記者魂/ブルース・ダシルヴァ(ハヤカワ・ミステリ)

開巻すぐに目に飛び込んでくるのは、故エヴァン・ハンターから著者にあてての手紙だ。AP通信の記者だったブルース・ダシルヴァは、彼の記事を目にとめた巨匠の励ましがきっかけで、この『記者魂』を書いたという。その間、十六年という歳月が流れているが、頓挫しかけていた小説をさらに後押しし、完成に導いたのはオットー・オペンズラーだったという。まさに鳴り物入りのデビュー作といっていいだろう。
ロードアイランドの州都プロヴィデンスでは、ここ三ヶ月の間に九件の火災が起き、五人の死者が出ていた。一連の事件はその関連性を疑われ、ローカル新聞の記者マリガンも事件を追い始める。しかし市警察の放火課の捜査官を訪ねるものの、けんもほろろ。やむなく彼は火災保険会社の調査官で旧友のブルースとともに、事件に取り組む。地元では自警団が組織されパトロールが開始されるが、その後も火災は続き、ついには消防隊員にも犠牲者がでる。火災現場の野次馬を撮影した写真から、マリガンはひとりの怪しい人物に行き当たるが。

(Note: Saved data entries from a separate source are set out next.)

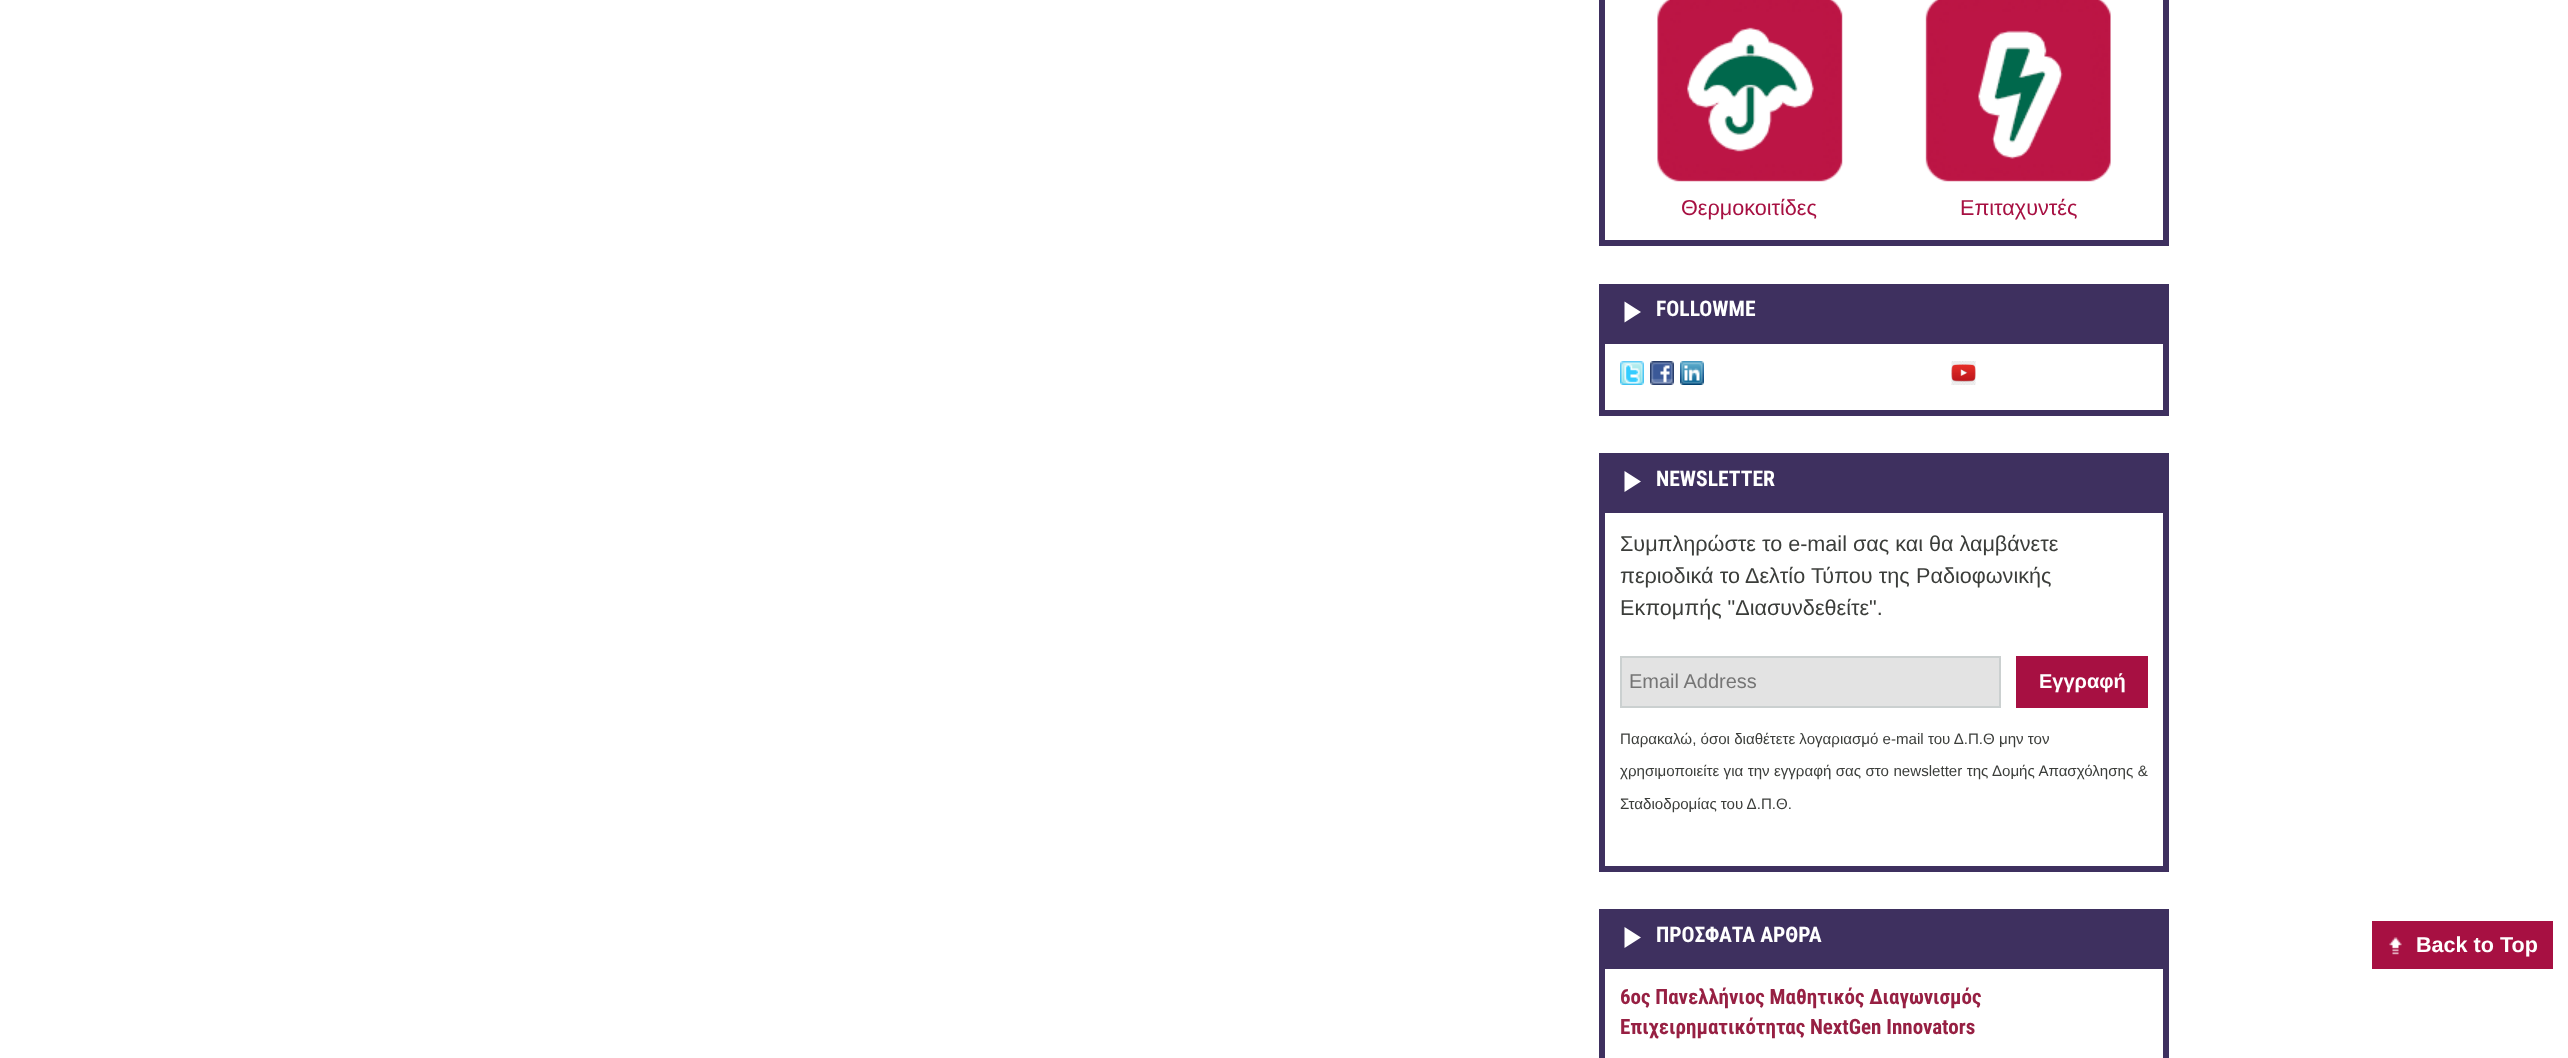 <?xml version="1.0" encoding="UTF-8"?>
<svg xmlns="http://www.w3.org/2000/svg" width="2568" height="1058">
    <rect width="100%" height="100%" fill="#FFFFFF"/>
    <rect x="1602" y="-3" width="564" height="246" fill="none" stroke="#3E305F" stroke-width="6"/>
    <image x="1657" y="0" width="186" height="182" href="img_01.png"/>
    <text x="1681" y="215" font-family="Arimo" font-size="21.6" fill="#A71042">Θερμοκοιτίδες</text>
    <image x="1925" y="0" width="186" height="182" href="img_02.png"/>
    <text x="1960" y="215" font-family="Arimo" font-size="21.6" fill="#A71042">Επιταχυντές</text>
    <rect x="1599" y="284" width="570" height="54" fill="#3E305F"/>
    <path d="M 1624.5 322.5 V 301.5 L 1641 312 Z" fill="#FFFFFF"/>
    <text x="1656" y="316" font-family="Roboto Condensed" font-size="21.6" font-weight="700" fill="#FFFFFF">FOLLOWME</text>
    <rect x="1602" y="341" width="564" height="72" fill="none" stroke="#3E305F" stroke-width="6"/>
    <image x="1620" y="361" width="24" height="24" href="img_03.png"/>
    <image x="1650" y="361" width="24" height="24" href="img_04.png"/>
    <image x="1680" y="361" width="24" height="24" href="img_05.png"/>
    <image x="1951" y="361" width="25" height="24" href="img_06.png"/>
    <rect x="1599" y="453" width="570" height="54" fill="#3E305F"/>
    <path d="M 1624.5 492 V 471 L 1641 481.5 Z" fill="#FFFFFF"/>
    <text x="1656" y="486" font-family="Roboto Condensed" font-size="21.6" font-weight="700" fill="#FFFFFF">NEWSLETTER</text>
    <rect x="1602" y="510" width="564" height="359" fill="none" stroke="#3E305F" stroke-width="6"/>
    <text font-family="Arimo" font-size="21.6" fill="#3B3D3A">
        <tspan x="1620" y="551">Συμπληρώστε το e-mail σας και θα λαμβάνετε</tspan>
        <tspan x="1620" y="583" word-spacing="0.25">περιοδικά το Δελτίο Τύπου της Ραδιοφωνικής</tspan>
        <tspan x="1620" y="615">Εκπομπής "Διασυνδεθείτε".</tspan>
    </text>
    <rect x="1621" y="657" width="379" height="50" fill="#E3E3E3" stroke="#CBD0D0" stroke-width="2"/>
    <text x="1629" y="688" font-family="Liberation Sans" font-size="20" fill="#757575">Email Address</text>
    <rect x="2016" y="656" width="132" height="52" fill="#A71042"/>
    <text x="2039" y="688" font-family="Liberation Sans" font-size="20" font-weight="700" fill="#FFFFFF">Εγγραφή</text>
    <text x="1620" y="744" font-family="Arimo" font-size="15.1" fill="#3B3D3A">Παρακαλώ, όσοι διαθέτετε λογαριασμό e-mail του Δ.Π.Θ μην τον</text>
    <text x="1620" y="776" word-spacing="0.25" font-family="Arimo" font-size="15.1" fill="#3B3D3A">χρησιμοποιείτε για την εγγραφή σας στο newsletter της Δομής Απασχόλησης &amp;</text>
    <text x="1620" y="809" font-family="Arimo" font-size="15.1" fill="#3B3D3A">Σταδιοδρομίας του Δ.Π.Θ.</text>
    <rect x="1599" y="909" width="570" height="54" fill="#3E305F"/>
    <path d="M 1624.5 948 V 927 L 1641 937.5 Z" fill="#FFFFFF"/>
    <text x="1656" y="942" font-family="Roboto Condensed" font-size="21.6" font-weight="700" fill="#FFFFFF">ΠΡOΣΦΑΤΑ AΡΘΡΑ</text>
    <rect x="1602" y="966" width="564" height="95" fill="none" stroke="#3E305F" stroke-width="6"/>
    <text font-family="Roboto Condensed" font-size="21" font-weight="700" fill="#972043">
        <tspan x="1620" y="1004">6oς Πανελλήνιος Μαθητικός Διαγωνισμός</tspan>
        <tspan x="1620" y="1034">Επιχειρηματικότητας NextGen Innovators</tspan>
    </text>
    <rect x="2372" y="921" width="181" height="48" fill="#A71042"/>
    <image x="2389" y="937" width="13" height="18" href="img_07.png"/>
    <text x="2416" y="952" font-family="Arimo" font-size="21.6" font-weight="700" fill="#FFFFFF">Back to Top</text>
</svg> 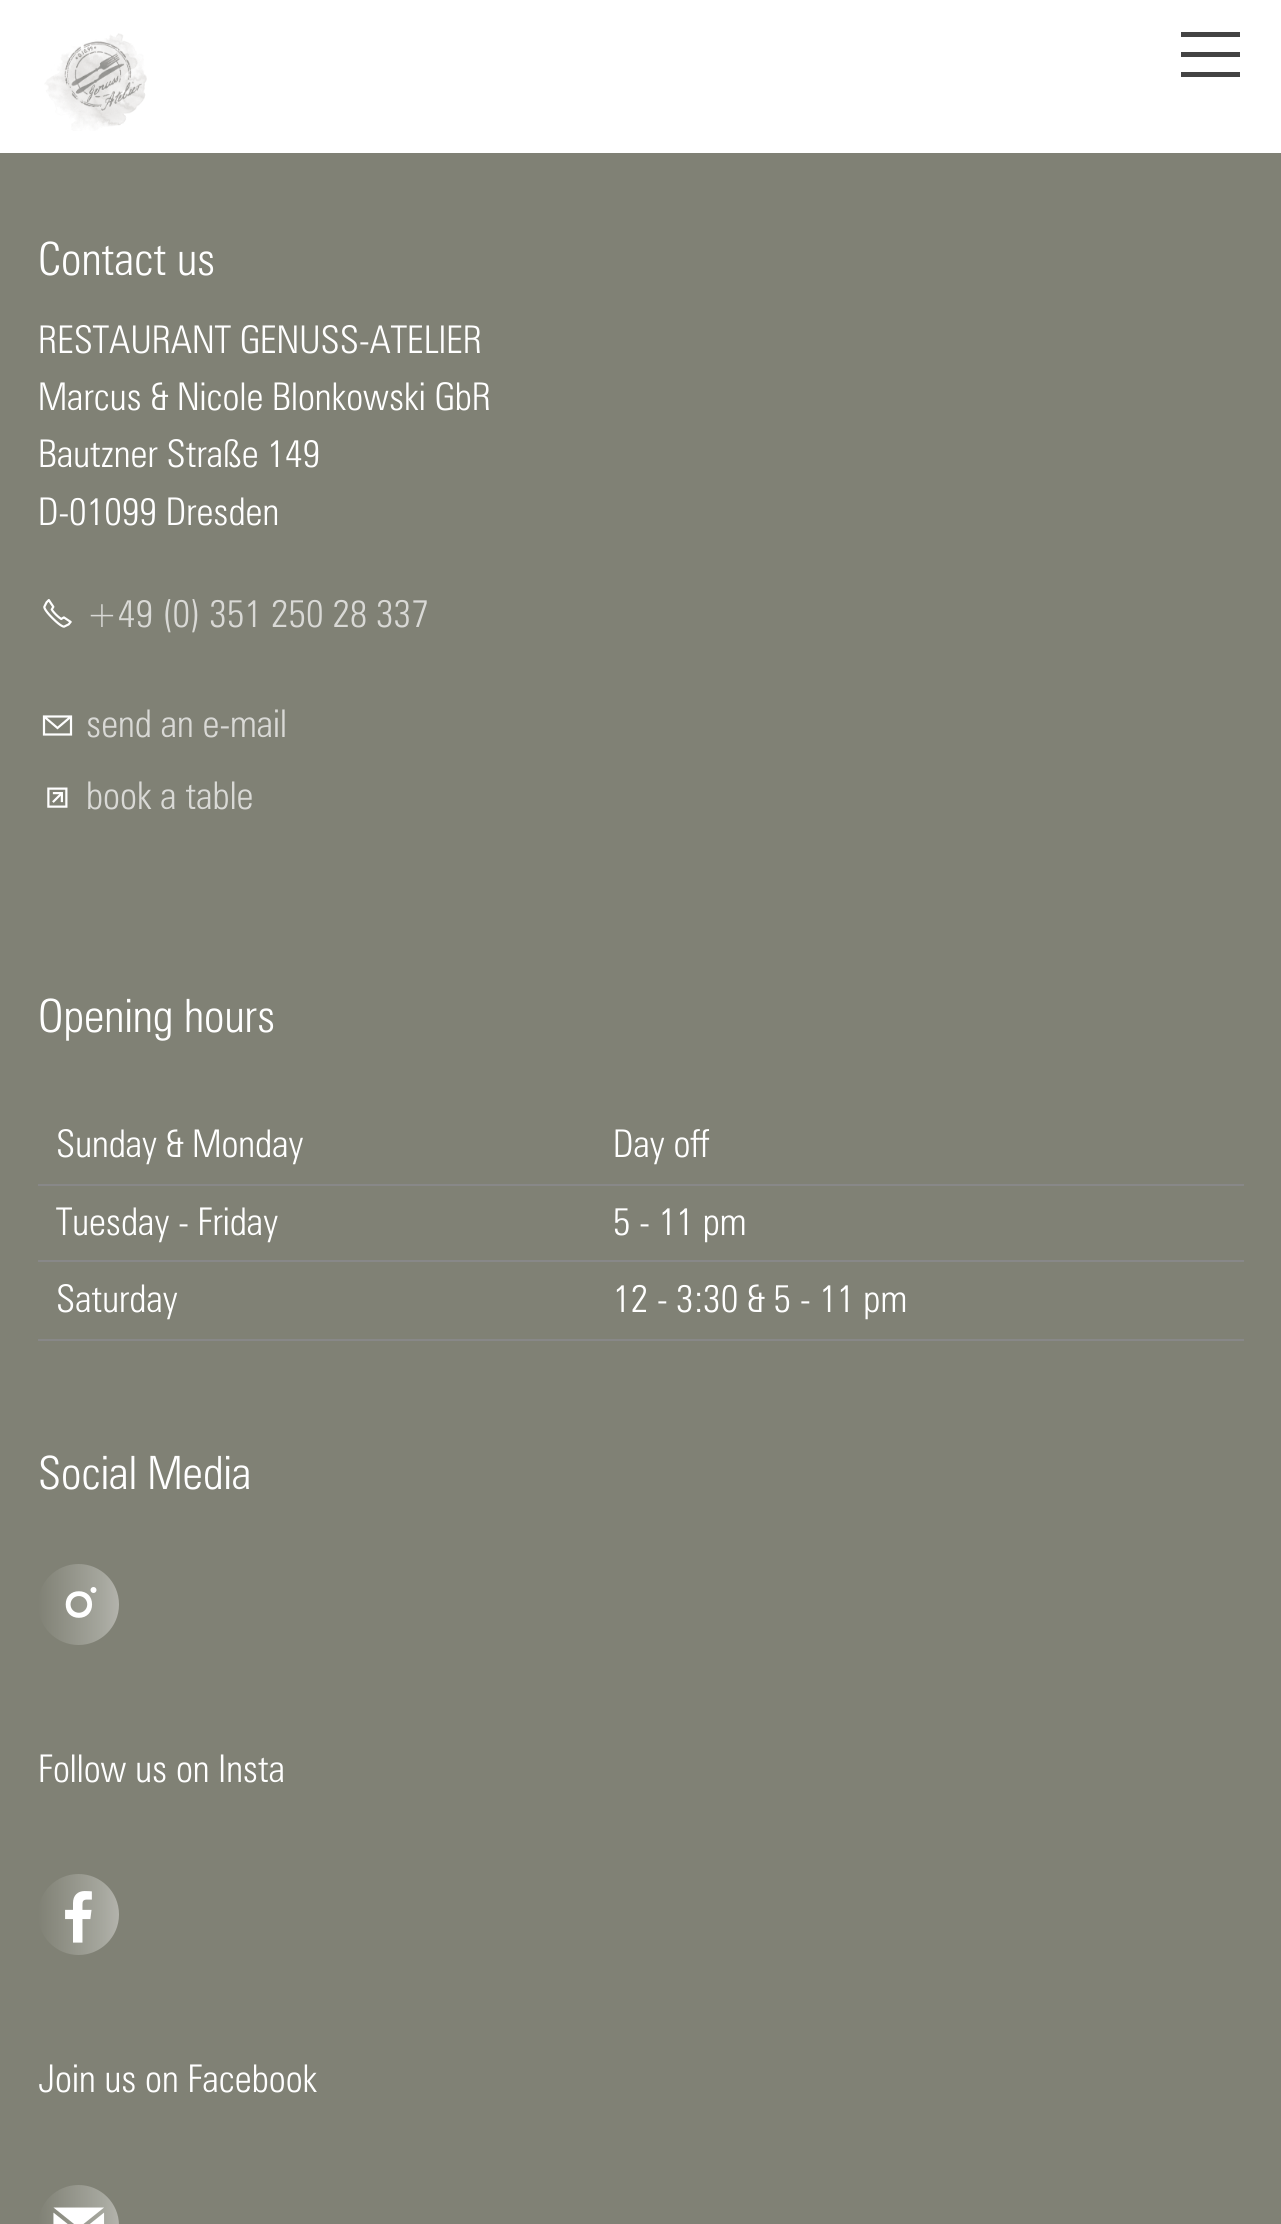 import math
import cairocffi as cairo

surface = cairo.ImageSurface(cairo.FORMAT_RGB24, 1281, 2224)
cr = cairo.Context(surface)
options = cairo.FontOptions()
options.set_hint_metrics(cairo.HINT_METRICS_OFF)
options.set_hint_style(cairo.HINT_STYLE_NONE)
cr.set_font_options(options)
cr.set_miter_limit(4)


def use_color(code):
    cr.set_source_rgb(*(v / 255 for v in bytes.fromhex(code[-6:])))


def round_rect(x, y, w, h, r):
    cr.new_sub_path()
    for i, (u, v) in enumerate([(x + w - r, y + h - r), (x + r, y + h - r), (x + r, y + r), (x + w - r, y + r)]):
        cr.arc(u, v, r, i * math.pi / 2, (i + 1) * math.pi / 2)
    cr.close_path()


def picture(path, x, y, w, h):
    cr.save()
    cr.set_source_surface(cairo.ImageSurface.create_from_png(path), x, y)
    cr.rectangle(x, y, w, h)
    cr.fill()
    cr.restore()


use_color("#ffffff")
cr.paint()
picture("img1.png", 44, 33, 103, 98)
use_color("#434343")
cr.rectangle(1181, 32, 59, 5)
cr.fill()
cr.rectangle(1181, 52, 59, 5)
cr.fill()
cr.rectangle(1181, 72, 59, 5)
cr.fill()
use_color("#808175")
cr.rectangle(0, 153, 1281, 2071)
cr.fill()
cr.select_font_face("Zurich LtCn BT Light")
cr.set_font_size(46)
use_color("#ffffff")
cr.move_to(38, 275)
cr.show_text("Contact us")
cr.set_font_size(38.25)
cr.move_to(38, 353)
cr.show_text("RESTAURANT GENUSS-ATELIER")
cr.move_to(38, 410)
cr.show_text("Marcus & Nicole Blonkowski GbR")
cr.move_to(38, 467)
cr.show_text("Bautzner Straße 149")
cr.move_to(38, 525)
cr.show_text("D-01099 Dresden")
picture("img2.png", 43, 599, 29, 29)
use_color("#d9d9d6")
cr.move_to(86, 627)
cr.show_text("+49 (0) 351 250 28 337")
cr.new_path()
cr.move_to(44, 716.5)
cr.line_to(71, 716.5)
cr.line_to(71, 734.5)
cr.line_to(44, 734.5)
cr.close_path()
cr.move_to(44, 716.5)
cr.line_to(57.5, 728)
cr.line_to(71, 716.5)
use_color("#ffffff")
cr.set_line_width(2.2)
cr.stroke()
use_color("#d9d9d6")
cr.move_to(86, 737)
cr.show_text("send an e-mail")
picture("img3.png", 47, 787, 21, 21)
cr.move_to(86, 809)
cr.show_text("book a table")
cr.set_font_size(46)
use_color("#ffffff")
cr.move_to(38, 1032)
cr.show_text("Opening hours")
use_color("#888888")
cr.rectangle(38, 1184, 1206, 2)
cr.fill()
cr.set_font_size(38.25)
use_color("#ffffff")
cr.move_to(56, 1157)
cr.show_text("Sunday & Monday")
cr.move_to(613, 1157)
cr.show_text("Day off")
use_color("#888888")
cr.rectangle(38, 1260, 1206, 2)
cr.fill()
use_color("#ffffff")
cr.move_to(56, 1235)
cr.show_text("Tuesday - Friday")
cr.move_to(613, 1235)
cr.show_text("5 - 11 pm")
use_color("#888888")
cr.rectangle(38, 1339, 1206, 2)
cr.fill()
use_color("#ffffff")
cr.move_to(56, 1312)
cr.show_text("Saturday")
cr.move_to(613, 1312)
cr.show_text("12 - 3:30 & 5 - 11 pm")
cr.set_font_size(46)
cr.move_to(38, 1489)
cr.show_text("Social Media")
gradient = cairo.LinearGradient(119, 1604, 38, 1604)
gradient.add_color_stop_rgba(0, 0.702, 0.702, 0.675, 1)
gradient.add_color_stop_rgba(0.2, 0.651, 0.655, 0.62, 1)
gradient.add_color_stop_rgba(1, 0.502, 0.506, 0.459, 1)
cr.set_source(gradient)
cr.new_path()
cr.arc(78.5, 1604.5, 40.5, 0, 2 * math.pi)
cr.fill()
picture("img4.png", 65, 1587, 32, 31)
cr.set_font_size(38.25)
use_color("#ffffff")
cr.move_to(38, 1782)
cr.show_text("Follow us on Insta")
gradient = cairo.LinearGradient(119, 1915, 38, 1915)
gradient.add_color_stop_rgba(0, 0.702, 0.702, 0.675, 1)
gradient.add_color_stop_rgba(0.2, 0.651, 0.655, 0.62, 1)
gradient.add_color_stop_rgba(1, 0.502, 0.506, 0.459, 1)
cr.set_source(gradient)
cr.new_path()
cr.arc(78.5, 1914.5, 40.5, 0, 2 * math.pi)
cr.fill()
picture("img5.png", 65, 1891, 27, 52)
use_color("#ffffff")
cr.move_to(38, 2092)
cr.show_text("Join us on Facebook")
gradient = cairo.LinearGradient(119, 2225, 38, 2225)
gradient.add_color_stop_rgba(0, 0.702, 0.702, 0.675, 1)
gradient.add_color_stop_rgba(0.2, 0.651, 0.655, 0.62, 1)
gradient.add_color_stop_rgba(1, 0.502, 0.506, 0.459, 1)
cr.set_source(gradient)
round_rect(38, 2185, 81, 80, 40.5)
cr.fill()
picture("img6.png", 53, 2207, 52, 17)
surface.write_to_png("result.png")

ジャーナリズムの世界では名だたる作者だが、小説となるとやや勝手が違うか、全体として散漫な印象は否めない。登場人物でいえば善玉悪玉の色分けがあまりにベタだし、放火事件の真相も面白味に乏しい。ただ、若かりし日の記者生活を彷彿とさせる主人公の日常がいきいきと描かれる点は買いで、今回は詰め込み過ぎてやや裏目に出ているサービス精神とうまく結びつけば、作家としての伸びしろはかなりあると思う。